Alatri cultura: il 5 maggio alla Biblioteca Comunale “Luigi Ceci” presentazione del volume di Antonello Ricci

Il mio nuovo libro.
Quattro anni di lavoro.
La mia appassionata tesi di dottorato in letteratura di viaggio all’Unitus.
Approfondita e arricchita.
Chi mi conosce troverà qualche sorpresa.
Italia napoleonica, anzitutto.
Ciociaria invece di Tuscia.
Pelasgi al posto degli Etruschi.
Un testo che è un crocevia interdisciplinare.
Tema principale l’archeologia preromana.
Ma anche tanta tanta pittura di paesaggio.
E soprattutto: infinite-intriganti “bagattelle” odeporiche e letterarie…

Antonello Ricci

LA SCRITTURA DI VIAGGIO

DI MARIANNA DIONIGI

Una archeologa e pittrice di paesaggio

Dai salotti della Roma napoleonica alle città della Ciociaria

Prefazione di Vincenzo De Caprio

Con un contributo storico-artistico di Daniele Baldassarre

Viterbo, Sette Città 2011 (240 pp. – 10 illustrazioni b/n)

PER SAPERNE DI PIÙ

Dalla mia Presentazione: Marianna Dionigi (1757-1826) fu pittrice di paesaggi, archeologa, animatrice culturale nonché apprezzata scrittrice di viaggio. Pubblicò due libri che le diedero ai suoi tempi una certa fama: un opuscolo di Precetti sulla pittura de’ paesi (1816) e i Viaggi in alcune città del Lazio che diconsi fondate dal re Saturno (1809-1812).

Le conversazioni che si tenevano nel suo salotto romano furono frequentate da antiquari e archeologi, poeti, artisti, personaggi di un’epoca a cavaliere tra istanze neoclassiciste e nuova sensibilità romantica: da Monti a Leopardi, passando per Shelley Visconti Canova.

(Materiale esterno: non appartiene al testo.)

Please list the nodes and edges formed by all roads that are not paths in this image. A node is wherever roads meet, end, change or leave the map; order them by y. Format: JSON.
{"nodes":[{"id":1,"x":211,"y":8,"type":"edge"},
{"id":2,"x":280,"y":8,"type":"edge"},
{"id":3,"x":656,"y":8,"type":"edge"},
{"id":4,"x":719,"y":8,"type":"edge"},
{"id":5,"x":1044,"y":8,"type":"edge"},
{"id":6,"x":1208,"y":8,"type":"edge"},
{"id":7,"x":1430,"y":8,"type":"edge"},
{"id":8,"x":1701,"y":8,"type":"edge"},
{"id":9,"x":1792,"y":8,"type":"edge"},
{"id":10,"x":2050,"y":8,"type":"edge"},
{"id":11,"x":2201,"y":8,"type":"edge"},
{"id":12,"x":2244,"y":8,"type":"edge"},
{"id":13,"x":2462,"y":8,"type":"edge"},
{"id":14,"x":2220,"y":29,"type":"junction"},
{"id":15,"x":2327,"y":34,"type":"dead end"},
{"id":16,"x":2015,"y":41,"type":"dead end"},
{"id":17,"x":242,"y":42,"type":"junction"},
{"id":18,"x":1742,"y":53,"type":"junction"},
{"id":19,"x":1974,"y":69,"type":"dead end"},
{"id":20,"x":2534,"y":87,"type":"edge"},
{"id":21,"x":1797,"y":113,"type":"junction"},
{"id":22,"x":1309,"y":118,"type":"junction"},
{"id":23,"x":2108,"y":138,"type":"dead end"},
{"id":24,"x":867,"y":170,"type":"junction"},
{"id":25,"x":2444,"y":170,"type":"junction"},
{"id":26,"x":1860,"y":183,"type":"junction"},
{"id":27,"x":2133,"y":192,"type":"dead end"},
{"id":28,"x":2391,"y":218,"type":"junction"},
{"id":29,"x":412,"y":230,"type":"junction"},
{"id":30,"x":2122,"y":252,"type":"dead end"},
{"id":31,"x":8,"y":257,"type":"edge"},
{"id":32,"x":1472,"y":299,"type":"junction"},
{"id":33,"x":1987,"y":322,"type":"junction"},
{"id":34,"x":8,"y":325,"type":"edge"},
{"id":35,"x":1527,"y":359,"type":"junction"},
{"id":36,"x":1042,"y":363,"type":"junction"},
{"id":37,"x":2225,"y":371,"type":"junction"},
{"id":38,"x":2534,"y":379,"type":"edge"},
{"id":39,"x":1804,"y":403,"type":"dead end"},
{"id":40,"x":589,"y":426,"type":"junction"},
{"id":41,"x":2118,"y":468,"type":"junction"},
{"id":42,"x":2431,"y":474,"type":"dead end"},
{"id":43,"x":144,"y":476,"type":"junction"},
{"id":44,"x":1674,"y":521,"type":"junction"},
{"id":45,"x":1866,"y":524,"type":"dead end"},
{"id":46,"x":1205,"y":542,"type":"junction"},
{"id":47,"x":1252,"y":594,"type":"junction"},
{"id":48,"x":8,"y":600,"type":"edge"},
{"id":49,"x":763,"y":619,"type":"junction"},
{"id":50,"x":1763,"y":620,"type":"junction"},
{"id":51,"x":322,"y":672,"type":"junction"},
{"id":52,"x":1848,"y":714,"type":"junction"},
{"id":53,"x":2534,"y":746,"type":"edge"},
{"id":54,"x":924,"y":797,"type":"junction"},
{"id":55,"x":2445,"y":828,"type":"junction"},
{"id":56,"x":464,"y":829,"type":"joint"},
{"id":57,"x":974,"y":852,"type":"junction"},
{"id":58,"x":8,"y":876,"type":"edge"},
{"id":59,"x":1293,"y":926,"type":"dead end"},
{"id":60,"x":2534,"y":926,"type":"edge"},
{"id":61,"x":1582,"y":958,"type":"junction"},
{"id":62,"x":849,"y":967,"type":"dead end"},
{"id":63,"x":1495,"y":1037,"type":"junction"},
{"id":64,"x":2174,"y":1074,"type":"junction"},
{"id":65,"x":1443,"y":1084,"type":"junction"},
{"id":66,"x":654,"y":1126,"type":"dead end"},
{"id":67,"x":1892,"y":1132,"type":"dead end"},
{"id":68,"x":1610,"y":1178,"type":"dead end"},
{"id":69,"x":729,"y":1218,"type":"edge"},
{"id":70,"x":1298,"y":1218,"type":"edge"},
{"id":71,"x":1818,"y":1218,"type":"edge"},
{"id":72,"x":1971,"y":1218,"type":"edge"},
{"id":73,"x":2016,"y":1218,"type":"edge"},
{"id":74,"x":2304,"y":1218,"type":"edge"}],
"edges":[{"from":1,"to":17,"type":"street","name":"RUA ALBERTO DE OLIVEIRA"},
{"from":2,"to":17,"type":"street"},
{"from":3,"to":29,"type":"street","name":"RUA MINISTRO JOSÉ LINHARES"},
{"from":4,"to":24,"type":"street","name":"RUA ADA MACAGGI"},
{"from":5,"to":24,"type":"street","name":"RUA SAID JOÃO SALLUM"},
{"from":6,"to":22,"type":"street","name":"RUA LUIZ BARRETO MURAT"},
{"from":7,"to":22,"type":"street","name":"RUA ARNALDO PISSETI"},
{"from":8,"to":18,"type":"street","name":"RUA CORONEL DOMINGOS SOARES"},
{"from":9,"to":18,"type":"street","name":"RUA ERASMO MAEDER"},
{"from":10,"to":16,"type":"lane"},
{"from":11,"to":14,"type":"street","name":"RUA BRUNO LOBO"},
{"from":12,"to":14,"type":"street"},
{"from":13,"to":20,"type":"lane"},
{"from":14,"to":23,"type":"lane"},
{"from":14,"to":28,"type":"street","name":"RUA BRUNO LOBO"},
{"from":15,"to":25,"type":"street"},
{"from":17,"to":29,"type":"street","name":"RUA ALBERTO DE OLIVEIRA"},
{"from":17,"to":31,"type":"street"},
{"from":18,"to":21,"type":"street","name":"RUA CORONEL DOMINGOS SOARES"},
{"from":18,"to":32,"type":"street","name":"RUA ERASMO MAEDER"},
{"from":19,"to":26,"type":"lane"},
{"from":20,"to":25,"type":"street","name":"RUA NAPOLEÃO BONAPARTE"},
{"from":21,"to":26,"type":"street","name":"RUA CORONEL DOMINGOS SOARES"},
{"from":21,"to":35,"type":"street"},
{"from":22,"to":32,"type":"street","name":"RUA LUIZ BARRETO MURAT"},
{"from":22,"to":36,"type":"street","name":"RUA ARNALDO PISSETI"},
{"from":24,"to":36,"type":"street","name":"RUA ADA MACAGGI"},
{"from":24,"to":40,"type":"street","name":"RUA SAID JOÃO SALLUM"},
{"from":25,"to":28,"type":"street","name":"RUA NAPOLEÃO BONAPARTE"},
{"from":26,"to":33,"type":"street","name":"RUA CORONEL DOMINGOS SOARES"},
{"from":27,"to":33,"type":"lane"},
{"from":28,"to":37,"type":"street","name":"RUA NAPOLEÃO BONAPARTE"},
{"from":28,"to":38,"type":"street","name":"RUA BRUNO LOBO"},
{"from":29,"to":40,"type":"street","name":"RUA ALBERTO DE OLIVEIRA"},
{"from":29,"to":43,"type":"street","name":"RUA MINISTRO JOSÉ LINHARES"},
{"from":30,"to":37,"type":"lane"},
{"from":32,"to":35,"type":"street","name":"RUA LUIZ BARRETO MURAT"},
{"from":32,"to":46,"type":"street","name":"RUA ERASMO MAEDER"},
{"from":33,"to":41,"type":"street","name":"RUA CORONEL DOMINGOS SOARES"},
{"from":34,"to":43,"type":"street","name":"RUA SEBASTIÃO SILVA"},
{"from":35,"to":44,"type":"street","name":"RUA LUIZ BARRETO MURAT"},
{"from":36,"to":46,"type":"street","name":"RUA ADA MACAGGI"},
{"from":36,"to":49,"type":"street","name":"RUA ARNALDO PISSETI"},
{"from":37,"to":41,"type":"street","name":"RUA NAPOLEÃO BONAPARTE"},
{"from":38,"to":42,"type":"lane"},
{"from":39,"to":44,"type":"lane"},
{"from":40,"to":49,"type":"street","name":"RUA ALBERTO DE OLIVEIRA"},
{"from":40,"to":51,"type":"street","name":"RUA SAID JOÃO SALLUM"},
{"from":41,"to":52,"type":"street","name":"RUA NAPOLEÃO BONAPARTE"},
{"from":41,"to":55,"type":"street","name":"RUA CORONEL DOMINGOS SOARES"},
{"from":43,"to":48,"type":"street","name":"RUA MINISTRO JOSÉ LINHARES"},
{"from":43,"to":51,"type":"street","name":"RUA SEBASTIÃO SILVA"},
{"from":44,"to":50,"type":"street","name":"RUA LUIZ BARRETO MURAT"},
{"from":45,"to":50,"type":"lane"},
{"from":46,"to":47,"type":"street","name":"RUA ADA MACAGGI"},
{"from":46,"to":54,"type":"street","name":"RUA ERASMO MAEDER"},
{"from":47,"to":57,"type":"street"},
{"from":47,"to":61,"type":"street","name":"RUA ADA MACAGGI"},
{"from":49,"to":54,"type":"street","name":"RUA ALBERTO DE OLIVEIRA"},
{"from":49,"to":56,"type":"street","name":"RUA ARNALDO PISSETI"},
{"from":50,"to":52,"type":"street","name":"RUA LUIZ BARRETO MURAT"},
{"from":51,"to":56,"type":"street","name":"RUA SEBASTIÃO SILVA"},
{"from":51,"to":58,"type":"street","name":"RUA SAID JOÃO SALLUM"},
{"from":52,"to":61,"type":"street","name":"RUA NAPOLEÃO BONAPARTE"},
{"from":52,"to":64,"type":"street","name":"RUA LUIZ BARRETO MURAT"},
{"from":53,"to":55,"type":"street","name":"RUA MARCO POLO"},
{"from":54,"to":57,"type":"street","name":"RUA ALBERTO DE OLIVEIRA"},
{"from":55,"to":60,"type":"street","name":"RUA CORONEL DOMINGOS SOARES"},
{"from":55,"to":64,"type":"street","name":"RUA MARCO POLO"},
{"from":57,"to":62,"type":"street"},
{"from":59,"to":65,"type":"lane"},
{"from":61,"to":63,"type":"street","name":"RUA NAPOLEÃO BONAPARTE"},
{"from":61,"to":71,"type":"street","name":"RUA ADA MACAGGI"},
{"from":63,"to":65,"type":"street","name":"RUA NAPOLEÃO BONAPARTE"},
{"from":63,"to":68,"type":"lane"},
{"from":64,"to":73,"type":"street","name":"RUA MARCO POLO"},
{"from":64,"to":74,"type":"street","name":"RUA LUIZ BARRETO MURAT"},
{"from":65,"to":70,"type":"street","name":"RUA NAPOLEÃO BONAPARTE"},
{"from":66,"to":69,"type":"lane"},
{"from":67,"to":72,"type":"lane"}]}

Alla complessità dell’eclettico profilo intellettuale della Dionigi però, non hanno saputo tener fede i pochi studiosi che se ne sono in seguito occupati. La loro azione risulta infatti puntualmente improntata al principio della reductio ad unum: gli archeologi hanno indagato la sola Dionigi archeologa e antiquaria; gli storici dell’arte la Dionigi artista.

La presente pubblicazione riprende e sviluppa il lavoro di tesi per un dottorato di ricerca in Storia e cultura del viaggio e dell’odeporica nell’età moderna svolto dal sottoscritto nel triennio 2007-2008/2009-2010 (XXIII ciclo) presso il Dipartimento di Scienze Umane dell’Università degli Studi della Tuscia (coordinatore Gaetano Platania, tutor Vincenzo De Caprio). Vi si tenta per la prima volta di restituire un ritratto complessivo della Dionigi, concentrando l’attenzione sull’elemento finora più trascurato della sua opera: la scrittura (particolarmente quella odeporica).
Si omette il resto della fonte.